Heidi Beirich of the Southern Poverty Law Center said Pepe the Frog was well-known to alt-right posters on the internet.

"Pepe the Frog is a huge favorite white supremacist meme, it's constantly used in those circles,” she told NBC News earlier this month after Donald Trump Jr. posted a picture of a poster from the movie "The Expendables" altered as "The Deplorables." Photoshopped faces in the picture included Trump, Rudy Giuliani, alt-right icon Milo Yiannopoulos, and Pepe the Frog.

Announcing the inclusion of Pepe the Frog in its database of hate symbols, the ADL said: “Although Pepe memes have many defenders, not least the character's creator, Matt Furie, who has called the alt-right appropriation of the meme merely a 'phase,' the use of racist and bigoted versions of Pepe memes seems to be increasing, not decreasing.”

Image: Ben Wilke, 19, poses outside the first presidential debate with a sign featuring Pepe the Frog.
Ben Wilke, 19, poses outside the first presidential debate on Monday with a sign featuring Pepe the Frog.
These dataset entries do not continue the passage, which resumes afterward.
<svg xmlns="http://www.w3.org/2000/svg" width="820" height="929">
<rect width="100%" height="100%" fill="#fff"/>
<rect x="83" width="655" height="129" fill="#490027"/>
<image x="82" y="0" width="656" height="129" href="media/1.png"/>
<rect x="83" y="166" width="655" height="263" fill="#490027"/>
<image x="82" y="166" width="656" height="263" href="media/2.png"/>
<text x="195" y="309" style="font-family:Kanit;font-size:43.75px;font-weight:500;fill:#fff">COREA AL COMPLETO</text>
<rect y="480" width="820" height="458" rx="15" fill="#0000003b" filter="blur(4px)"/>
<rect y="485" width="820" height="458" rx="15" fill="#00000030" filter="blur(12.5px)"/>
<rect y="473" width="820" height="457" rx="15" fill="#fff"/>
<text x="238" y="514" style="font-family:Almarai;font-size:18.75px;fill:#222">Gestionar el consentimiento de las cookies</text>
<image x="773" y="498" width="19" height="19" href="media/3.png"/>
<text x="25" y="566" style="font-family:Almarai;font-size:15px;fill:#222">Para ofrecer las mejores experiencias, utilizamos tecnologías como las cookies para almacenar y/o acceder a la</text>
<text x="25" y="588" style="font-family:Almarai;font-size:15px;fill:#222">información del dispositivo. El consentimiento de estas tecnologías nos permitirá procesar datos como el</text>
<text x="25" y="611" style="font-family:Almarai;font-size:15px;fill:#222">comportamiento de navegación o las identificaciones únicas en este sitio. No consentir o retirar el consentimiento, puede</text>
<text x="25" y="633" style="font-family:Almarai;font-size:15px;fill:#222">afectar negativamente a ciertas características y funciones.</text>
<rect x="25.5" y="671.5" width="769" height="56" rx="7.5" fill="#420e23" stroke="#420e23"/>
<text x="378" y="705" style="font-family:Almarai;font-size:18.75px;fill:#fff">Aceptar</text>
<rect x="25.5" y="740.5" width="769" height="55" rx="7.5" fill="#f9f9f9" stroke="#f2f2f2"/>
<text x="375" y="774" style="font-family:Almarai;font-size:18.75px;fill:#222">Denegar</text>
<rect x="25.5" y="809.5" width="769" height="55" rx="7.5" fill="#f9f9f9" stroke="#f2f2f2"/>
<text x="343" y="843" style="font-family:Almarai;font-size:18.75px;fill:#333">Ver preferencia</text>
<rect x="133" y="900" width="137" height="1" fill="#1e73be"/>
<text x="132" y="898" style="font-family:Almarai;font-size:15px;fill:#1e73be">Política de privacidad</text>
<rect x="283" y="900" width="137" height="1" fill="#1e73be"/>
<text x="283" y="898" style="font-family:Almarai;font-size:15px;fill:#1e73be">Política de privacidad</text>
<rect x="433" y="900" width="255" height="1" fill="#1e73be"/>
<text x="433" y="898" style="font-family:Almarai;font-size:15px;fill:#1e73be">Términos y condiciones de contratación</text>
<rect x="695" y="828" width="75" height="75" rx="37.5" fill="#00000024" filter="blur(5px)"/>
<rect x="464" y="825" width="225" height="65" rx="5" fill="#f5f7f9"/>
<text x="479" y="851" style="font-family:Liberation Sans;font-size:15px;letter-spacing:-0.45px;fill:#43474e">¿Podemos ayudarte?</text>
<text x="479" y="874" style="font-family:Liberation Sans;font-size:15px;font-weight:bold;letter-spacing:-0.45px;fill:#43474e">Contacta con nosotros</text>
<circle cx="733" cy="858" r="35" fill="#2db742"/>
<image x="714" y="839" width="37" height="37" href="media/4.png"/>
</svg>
SHANNON STAPLETON / Reuters

The group said it was important to consider the context of Pepe’s online use.

“The mere fact of posting a Pepe meme does not mean that someone is racist or white supremacist,” it said. “However, if the meme itself is racist or anti-Semitic in nature, or if it appears in a context containing bigoted or offensive language or symbols, then it may have been used for hateful purposes.”